-- Data in this exercise follows --

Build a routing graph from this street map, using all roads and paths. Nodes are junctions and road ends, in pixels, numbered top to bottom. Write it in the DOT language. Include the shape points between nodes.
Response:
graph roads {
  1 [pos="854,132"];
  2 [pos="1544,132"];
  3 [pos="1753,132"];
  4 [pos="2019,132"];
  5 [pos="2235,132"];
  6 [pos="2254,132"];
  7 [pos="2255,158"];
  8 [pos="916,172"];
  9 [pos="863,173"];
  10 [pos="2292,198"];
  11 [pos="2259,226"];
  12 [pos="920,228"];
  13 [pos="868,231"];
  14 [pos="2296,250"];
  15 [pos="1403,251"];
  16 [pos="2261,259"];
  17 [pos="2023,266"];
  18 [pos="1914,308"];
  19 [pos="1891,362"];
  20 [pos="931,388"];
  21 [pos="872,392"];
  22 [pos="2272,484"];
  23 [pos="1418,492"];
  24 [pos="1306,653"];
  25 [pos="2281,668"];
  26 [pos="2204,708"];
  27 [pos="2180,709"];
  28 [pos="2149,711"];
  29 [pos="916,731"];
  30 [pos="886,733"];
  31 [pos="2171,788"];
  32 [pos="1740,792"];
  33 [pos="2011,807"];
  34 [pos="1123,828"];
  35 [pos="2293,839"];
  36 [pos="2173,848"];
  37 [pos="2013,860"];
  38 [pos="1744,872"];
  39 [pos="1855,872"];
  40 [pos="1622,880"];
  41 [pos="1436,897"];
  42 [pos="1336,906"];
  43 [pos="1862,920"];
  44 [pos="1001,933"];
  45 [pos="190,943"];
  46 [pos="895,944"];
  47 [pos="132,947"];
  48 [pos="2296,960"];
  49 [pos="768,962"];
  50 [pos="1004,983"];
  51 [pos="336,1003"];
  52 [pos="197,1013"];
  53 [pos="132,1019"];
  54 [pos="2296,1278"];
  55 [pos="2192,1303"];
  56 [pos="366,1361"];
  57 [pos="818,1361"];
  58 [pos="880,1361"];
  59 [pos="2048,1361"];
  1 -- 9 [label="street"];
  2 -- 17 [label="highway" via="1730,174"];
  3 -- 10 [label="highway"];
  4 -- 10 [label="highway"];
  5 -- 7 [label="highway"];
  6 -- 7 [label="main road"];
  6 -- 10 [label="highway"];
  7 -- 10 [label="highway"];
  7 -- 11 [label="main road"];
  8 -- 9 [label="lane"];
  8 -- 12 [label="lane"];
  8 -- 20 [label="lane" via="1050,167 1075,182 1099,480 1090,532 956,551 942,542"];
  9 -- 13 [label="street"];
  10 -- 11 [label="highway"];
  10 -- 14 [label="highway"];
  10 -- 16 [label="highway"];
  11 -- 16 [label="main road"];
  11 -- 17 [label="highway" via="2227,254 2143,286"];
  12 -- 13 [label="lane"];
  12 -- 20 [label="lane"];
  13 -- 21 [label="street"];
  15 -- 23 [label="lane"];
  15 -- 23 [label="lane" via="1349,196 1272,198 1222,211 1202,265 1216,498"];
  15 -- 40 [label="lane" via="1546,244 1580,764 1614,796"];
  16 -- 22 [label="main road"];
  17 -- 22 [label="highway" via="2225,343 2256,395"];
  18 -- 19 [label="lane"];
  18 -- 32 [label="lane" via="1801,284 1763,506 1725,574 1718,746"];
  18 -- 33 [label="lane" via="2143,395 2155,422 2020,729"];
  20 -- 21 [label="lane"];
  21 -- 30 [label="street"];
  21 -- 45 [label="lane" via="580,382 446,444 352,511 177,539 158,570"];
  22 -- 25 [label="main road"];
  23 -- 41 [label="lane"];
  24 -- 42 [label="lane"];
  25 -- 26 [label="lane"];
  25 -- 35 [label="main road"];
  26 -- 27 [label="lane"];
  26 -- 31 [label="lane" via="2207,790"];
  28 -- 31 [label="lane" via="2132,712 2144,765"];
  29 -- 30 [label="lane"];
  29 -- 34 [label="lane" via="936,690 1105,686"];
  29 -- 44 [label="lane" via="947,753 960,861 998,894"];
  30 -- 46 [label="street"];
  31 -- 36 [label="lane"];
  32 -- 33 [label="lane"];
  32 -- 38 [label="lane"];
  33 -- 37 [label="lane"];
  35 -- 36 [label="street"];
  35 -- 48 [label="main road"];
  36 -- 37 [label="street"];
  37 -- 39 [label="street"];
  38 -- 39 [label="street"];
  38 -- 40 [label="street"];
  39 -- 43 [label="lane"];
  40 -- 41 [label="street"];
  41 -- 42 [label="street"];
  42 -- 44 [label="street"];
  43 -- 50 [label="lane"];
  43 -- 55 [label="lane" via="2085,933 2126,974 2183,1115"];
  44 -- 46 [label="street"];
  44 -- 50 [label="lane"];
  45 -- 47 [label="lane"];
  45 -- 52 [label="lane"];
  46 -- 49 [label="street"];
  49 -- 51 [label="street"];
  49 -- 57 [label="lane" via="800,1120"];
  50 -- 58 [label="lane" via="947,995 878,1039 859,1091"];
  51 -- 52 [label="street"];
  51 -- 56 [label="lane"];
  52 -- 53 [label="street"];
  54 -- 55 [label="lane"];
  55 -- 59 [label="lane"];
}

-- Data in this exercise concluded --

**Problem requirements**
Across the entries, tally every line that contains the word "highway" and report the sum by itself.

**Reply to the task**
11